Understanding the Code

This sketch relies on the ArduTFLite library, which acts as a wrapper to simplify the complex TensorFlow Lite C++ API. Here is what is happening step-by-step:

The Tensor Arena (tensor_arena): Unlike standard C++ where you malloc memory on the fly, TinyML requires a pre-allocated “sandbox.” constexpr int kTensorArenaSize = 2000; This reserves 2KB of RAM. All model weights, inputs, and intermediate calculations happen inside this array. If your model crashes or prints “Arena too small,” you must increase this number.
alignas(16): This is a hardware requirement. The ARM processor processes data much faster when memory addresses are multiples of 16. If you forget this, the CMSIS-NN kernels might fail or run slowly.
modelInit(): This function parses the model_tflite hex array you created in Python. It maps the model’s structure onto the Tensor Arena.
modelSetInput(x, 0): TFLite models expect data in specific “tensors.” This function takes your float value x and places it into the input tensor (Index 0). Crucially, it handles the quantization automatically, converting your float 3.14 into the corresponding int8 integer that the model understands.
modelGetOutput(0): After inference, the result is an integer inside the arena. This function retrieves it and de-quantizes it back into a readable float so you can print it to the Serial Monitor.

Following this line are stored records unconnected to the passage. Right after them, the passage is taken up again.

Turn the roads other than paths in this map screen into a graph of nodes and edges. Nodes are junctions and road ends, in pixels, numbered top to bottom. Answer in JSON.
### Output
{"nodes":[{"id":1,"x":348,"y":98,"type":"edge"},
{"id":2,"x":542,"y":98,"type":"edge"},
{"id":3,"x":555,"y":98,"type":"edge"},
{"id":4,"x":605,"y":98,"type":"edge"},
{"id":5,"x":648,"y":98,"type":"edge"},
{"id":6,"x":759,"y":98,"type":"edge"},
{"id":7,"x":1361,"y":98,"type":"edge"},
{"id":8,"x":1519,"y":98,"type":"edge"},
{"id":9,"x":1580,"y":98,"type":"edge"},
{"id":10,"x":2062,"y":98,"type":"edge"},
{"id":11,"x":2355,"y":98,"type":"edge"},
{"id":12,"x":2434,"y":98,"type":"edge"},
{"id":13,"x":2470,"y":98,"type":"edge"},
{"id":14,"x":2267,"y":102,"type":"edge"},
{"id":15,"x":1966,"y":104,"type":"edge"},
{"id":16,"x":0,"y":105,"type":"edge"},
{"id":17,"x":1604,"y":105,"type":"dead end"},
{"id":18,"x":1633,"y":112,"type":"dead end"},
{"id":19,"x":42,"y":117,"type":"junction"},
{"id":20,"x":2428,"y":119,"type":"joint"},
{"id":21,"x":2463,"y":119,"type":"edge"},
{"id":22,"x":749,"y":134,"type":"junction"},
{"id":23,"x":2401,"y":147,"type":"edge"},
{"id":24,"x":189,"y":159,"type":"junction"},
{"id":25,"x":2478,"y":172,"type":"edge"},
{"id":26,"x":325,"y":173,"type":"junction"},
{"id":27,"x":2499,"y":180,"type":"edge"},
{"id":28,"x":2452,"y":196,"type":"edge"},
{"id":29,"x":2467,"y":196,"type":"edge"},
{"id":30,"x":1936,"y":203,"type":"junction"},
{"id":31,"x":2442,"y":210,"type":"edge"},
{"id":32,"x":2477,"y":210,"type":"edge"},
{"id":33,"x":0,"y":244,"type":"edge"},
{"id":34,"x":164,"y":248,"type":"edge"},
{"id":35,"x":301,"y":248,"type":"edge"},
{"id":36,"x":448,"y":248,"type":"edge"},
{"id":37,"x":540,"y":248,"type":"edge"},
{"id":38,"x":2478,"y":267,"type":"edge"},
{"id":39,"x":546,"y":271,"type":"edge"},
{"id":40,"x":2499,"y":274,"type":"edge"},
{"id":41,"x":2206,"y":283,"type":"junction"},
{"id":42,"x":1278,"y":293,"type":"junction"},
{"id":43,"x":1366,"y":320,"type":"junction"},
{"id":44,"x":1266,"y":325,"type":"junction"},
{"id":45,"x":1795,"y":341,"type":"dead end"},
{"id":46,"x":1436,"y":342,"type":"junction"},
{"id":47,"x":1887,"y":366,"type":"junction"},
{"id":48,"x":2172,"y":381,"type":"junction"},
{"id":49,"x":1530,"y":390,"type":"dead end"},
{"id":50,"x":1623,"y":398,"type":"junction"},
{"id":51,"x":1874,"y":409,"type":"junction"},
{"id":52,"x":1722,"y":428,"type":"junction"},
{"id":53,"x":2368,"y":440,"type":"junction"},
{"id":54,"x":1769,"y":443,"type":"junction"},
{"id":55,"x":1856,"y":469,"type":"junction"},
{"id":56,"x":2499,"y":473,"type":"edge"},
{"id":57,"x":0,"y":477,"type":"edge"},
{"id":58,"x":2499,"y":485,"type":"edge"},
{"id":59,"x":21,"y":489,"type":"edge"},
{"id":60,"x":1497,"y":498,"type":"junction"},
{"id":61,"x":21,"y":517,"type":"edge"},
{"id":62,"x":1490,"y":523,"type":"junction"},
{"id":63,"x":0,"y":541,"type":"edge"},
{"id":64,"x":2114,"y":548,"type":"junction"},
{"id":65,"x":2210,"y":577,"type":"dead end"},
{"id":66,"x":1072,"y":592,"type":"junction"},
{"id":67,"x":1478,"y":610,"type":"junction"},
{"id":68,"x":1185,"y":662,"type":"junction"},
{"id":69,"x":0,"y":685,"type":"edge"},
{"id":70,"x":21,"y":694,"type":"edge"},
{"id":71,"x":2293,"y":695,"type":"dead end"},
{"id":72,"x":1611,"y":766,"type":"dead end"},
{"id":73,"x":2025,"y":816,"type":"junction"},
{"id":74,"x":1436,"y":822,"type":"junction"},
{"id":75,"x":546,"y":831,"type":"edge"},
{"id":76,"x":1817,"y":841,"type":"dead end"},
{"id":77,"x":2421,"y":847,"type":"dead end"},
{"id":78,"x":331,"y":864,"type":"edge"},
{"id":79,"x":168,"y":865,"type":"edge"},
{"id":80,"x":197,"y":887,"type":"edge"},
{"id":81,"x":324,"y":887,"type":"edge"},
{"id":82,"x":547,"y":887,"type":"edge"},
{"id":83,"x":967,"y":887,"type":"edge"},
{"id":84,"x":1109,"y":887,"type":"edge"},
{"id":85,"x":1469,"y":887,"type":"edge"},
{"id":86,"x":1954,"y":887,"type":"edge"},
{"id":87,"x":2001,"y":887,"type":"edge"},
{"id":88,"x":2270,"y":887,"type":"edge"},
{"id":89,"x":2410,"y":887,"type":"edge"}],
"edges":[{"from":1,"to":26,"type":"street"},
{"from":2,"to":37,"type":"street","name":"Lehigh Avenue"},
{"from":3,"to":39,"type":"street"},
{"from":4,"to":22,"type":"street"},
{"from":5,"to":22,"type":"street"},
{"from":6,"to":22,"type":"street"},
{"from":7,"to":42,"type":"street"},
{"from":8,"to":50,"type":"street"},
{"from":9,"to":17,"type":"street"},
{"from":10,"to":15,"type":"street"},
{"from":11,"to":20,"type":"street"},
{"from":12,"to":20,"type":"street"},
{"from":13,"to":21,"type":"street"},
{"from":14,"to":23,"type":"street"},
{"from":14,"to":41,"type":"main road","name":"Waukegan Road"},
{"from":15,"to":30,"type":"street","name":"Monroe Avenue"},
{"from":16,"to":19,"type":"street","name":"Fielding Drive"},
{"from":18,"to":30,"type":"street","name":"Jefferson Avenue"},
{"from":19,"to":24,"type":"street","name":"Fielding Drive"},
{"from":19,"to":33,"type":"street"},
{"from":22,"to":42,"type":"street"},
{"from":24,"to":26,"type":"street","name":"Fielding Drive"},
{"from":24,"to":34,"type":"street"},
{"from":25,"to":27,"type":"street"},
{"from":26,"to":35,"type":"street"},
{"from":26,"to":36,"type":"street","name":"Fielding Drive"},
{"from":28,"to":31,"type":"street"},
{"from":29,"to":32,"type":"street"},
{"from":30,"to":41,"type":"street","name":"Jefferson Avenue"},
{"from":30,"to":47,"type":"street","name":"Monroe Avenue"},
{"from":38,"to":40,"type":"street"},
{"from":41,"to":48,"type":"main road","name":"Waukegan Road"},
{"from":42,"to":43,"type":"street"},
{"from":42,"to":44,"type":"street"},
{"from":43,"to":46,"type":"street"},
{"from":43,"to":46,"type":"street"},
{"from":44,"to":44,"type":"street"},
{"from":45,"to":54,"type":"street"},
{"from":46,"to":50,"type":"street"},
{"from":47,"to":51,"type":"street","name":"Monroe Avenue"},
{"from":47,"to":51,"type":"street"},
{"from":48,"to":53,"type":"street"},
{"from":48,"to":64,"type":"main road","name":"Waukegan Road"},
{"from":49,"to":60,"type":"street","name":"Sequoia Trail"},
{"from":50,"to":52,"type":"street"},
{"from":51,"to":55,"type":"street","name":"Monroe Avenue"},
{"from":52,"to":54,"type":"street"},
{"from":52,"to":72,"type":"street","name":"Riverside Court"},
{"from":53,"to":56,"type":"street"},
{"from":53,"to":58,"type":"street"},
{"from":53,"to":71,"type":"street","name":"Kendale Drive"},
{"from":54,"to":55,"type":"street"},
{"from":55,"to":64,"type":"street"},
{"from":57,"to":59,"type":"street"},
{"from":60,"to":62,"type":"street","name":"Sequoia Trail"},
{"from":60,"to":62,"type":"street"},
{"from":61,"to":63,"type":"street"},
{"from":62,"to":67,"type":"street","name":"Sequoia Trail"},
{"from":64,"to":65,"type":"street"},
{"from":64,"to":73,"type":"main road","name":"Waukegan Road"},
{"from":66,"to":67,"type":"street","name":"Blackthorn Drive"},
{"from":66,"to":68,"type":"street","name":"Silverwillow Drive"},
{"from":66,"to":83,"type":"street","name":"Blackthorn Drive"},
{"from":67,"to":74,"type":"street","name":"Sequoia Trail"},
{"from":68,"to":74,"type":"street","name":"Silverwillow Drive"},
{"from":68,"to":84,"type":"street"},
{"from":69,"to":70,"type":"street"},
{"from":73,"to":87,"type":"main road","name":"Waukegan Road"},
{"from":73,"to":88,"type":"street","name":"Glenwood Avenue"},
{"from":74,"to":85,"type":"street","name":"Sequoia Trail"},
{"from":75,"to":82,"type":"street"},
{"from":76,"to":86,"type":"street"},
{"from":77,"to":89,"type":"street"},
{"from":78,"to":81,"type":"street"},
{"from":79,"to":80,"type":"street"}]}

Here is the simplified demo usage:

5. The "Hidden" Optimization

You might wonder: “Where is the CMSIS-NN code?”

That is the beauty of the ecosystem. Because you are compiling for an ARM MCU (STM32, Raspberry Pi Pico) and using the TensorFlowLite library, the compiler automatically links against the optimized CMSIS-NN kernels.

However, to truly understand Embedded AI, let’s look at what is happening under the hood. Since we are predicting a Sine Wave, your model likely consists of Fully Connected (Dense) layers rather than Convolutions.

Here is how you would implement that manually, effectively writing your own Inference Engine.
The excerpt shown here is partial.